Keyboard shortcuts

Press or to navigate between chapters

Press S or / to search in the book

Press ? to show this help

Press Esc to hide this help

Architecture

This page explains how Laurus is structured internally. Understanding the architecture will help you make better decisions about schema design, analyzer selection, and search strategies.

High-Level Overview

Laurus is organized around a single Engine that coordinates four internal components:

graph TB
    subgraph Engine
        SCH["Schema"]
        LS["LexicalStore\n(Inverted Index)"]
        VS["VectorStore\n(HNSW / Flat / IVF)"]
        DL["DocumentLog\n(WAL + Document Storage)"]
    end

    Storage["Storage (trait)\nMemory / File / File+Mmap"]

    LS --- Storage
    VS --- Storage
    DL --- Storage
ComponentResponsibility
SchemaDeclares fields and their types; determines how each field is routed
LexicalStoreInverted index for keyword search (BM25 scoring)
VectorStoreVector index for similarity search (Flat, HNSW, or IVF)
DocumentLogWrite-ahead log (WAL) for durability + raw document storage

All three stores share a single Storage backend, isolated by key prefixes (lexical/, vector/, documents/).

Engine Lifecycle

Building an Engine

The EngineBuilder assembles the engine from its parts:

#![allow(unused)]
fn main() {
let engine = Engine::builder(storage, schema)
    .analyzer(analyzer)      // optional: for text fields
    .embedder(embedder)      // optional: for vector fields
    .build()
    .await?;
}
sequenceDiagram
    participant User
    participant EngineBuilder
    participant Engine

    User->>EngineBuilder: new(storage, schema)
    User->>EngineBuilder: .analyzer(analyzer)
    User->>EngineBuilder: .embedder(embedder)
    User->>EngineBuilder: .build().await
    EngineBuilder->>EngineBuilder: split_schema()
    Note over EngineBuilder: Separate fields into\nLexicalIndexConfig\n+ VectorIndexConfig
    EngineBuilder->>Engine: Create LexicalStore
    EngineBuilder->>Engine: Create VectorStore
    EngineBuilder->>Engine: Create DocumentLog
    EngineBuilder->>Engine: Recover from WAL
    EngineBuilder-->>User: Engine ready

During build(), the engine:

  1. Splits the schema — lexical fields go to LexicalIndexConfig, vector fields go to VectorIndexConfig
  2. Creates prefixed storage — each component gets an isolated namespace (lexical/, vector/, documents/)
  3. Initializes storesLexicalStore and VectorStore are constructed with their configs
  4. Recovers from WAL — replays any uncommitted operations from a previous session

Schema Splitting

The Schema contains both lexical and vector fields. At build time, split_schema() separates them:

graph LR
    S["Schema\ntitle: Text\nbody: Text\ncategory: Text\npage: Integer\ncontent_vec: HNSW"]

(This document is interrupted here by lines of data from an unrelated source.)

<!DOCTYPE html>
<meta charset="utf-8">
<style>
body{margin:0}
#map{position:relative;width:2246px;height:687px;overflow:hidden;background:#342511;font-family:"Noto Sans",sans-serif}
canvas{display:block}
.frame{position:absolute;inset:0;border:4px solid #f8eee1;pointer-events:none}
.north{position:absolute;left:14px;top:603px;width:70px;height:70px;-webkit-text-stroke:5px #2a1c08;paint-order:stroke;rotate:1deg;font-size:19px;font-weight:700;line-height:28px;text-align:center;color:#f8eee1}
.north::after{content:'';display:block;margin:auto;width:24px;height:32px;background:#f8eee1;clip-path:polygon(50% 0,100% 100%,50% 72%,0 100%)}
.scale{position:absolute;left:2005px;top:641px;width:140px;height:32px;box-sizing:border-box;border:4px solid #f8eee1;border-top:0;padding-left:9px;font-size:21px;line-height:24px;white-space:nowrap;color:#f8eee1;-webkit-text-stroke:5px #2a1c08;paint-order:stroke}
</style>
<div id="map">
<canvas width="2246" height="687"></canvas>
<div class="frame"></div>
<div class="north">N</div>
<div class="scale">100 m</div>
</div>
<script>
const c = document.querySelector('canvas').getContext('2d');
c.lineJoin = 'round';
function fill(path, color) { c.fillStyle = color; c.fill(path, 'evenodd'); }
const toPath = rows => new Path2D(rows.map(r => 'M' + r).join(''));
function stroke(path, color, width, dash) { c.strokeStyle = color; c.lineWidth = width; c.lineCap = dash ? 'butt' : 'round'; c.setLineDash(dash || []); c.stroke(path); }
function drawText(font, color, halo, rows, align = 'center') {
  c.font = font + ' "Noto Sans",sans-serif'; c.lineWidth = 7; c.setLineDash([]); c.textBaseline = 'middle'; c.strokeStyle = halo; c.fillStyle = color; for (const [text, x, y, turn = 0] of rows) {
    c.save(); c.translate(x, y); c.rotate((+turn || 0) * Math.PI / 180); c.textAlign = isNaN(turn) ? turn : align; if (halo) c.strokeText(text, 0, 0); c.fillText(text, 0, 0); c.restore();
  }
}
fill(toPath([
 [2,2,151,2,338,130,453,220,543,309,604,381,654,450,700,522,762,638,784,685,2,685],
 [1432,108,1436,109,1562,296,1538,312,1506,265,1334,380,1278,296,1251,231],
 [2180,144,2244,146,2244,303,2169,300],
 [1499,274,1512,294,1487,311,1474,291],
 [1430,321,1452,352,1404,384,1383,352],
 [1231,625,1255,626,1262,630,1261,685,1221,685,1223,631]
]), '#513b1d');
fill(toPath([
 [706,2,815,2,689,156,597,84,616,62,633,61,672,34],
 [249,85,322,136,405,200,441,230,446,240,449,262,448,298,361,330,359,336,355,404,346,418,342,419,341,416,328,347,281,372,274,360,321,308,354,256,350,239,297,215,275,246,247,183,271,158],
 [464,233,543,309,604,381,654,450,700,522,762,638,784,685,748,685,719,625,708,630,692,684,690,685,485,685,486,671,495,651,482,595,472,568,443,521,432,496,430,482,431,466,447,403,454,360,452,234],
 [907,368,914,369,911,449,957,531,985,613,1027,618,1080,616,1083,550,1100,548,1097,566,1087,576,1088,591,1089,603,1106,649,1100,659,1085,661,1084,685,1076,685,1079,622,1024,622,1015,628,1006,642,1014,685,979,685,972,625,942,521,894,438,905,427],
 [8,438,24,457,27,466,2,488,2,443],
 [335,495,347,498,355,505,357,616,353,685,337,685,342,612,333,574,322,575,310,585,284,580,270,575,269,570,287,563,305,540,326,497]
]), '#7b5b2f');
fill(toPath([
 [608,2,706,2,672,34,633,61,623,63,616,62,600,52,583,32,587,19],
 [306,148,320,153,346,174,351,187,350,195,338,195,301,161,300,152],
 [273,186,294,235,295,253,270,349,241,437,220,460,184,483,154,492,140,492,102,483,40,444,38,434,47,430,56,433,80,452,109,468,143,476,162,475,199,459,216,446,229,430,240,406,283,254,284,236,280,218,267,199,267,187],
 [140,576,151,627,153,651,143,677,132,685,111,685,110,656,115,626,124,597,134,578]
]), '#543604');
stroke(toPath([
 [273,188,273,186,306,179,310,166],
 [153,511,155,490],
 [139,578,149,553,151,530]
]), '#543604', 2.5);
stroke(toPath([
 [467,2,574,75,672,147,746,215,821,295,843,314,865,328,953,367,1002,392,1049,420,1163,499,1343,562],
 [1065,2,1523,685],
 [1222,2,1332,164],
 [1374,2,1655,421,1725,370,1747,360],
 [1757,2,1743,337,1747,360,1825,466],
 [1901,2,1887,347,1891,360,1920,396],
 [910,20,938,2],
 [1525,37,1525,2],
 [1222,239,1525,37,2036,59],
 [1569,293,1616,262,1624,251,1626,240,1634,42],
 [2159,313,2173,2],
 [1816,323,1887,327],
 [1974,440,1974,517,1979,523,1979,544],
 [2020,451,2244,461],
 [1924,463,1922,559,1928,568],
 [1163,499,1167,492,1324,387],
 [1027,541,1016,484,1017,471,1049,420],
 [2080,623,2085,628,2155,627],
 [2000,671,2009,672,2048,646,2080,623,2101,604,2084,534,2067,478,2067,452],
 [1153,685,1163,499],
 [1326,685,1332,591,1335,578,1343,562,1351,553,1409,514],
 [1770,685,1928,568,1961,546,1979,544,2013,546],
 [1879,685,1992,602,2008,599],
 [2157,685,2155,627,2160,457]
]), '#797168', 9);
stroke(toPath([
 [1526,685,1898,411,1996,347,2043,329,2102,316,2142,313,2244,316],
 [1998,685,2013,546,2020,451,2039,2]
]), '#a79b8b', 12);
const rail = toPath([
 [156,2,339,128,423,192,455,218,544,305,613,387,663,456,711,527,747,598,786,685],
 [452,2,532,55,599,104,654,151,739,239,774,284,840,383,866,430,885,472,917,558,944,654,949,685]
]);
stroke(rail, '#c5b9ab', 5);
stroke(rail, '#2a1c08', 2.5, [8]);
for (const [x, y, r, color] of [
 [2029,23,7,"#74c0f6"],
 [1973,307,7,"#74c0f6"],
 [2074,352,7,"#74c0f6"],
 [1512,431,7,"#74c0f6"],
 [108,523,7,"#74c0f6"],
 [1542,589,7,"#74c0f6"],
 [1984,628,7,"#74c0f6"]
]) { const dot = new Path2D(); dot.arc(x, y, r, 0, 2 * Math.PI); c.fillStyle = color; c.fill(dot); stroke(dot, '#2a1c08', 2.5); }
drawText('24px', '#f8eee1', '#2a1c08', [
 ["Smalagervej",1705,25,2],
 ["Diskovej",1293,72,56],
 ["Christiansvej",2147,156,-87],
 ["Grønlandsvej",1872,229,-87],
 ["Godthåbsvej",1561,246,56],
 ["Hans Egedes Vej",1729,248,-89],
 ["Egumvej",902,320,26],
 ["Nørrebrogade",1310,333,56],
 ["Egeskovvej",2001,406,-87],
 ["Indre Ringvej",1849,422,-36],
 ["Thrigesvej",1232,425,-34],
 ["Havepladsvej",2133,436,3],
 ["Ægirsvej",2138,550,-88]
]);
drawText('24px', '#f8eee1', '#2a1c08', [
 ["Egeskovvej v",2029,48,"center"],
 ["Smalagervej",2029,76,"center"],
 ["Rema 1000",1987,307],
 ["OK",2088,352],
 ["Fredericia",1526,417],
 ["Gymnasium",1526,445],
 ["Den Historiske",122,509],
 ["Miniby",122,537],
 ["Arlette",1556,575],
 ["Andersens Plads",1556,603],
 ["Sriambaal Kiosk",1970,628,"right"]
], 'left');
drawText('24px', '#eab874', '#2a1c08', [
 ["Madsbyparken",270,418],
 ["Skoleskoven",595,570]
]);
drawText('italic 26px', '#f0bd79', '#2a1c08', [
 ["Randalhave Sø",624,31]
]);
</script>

    S --> LC["LexicalIndexConfig\ntitle: TextOption\nbody: TextOption\ncategory: TextOption\npage: IntegerOption\n_id: KeywordAnalyzer"]

    S --> VC["VectorIndexConfig\ncontent_vec: HnswOption\n(dim=384, m=16, ef=200)"]

Key details:

  • The reserved _id field is always added to the lexical config with KeywordAnalyzer (exact match)
  • A PerFieldAnalyzer wraps per-field analyzer settings; if you pass a simple StandardAnalyzer, it becomes the default for all text fields
  • A PerFieldEmbedder works the same way for vector fields

Indexing Data Flow

When you call engine.add_document(id, doc):

sequenceDiagram
    participant User
    participant Engine
    participant WAL as DocumentLog (WAL)
    participant Lexical as LexicalStore
    participant Vector as VectorStore

    User->>Engine: add_document("doc-1", doc)
    Engine->>WAL: Append to WAL
    Engine->>Engine: Assign internal ID (u64)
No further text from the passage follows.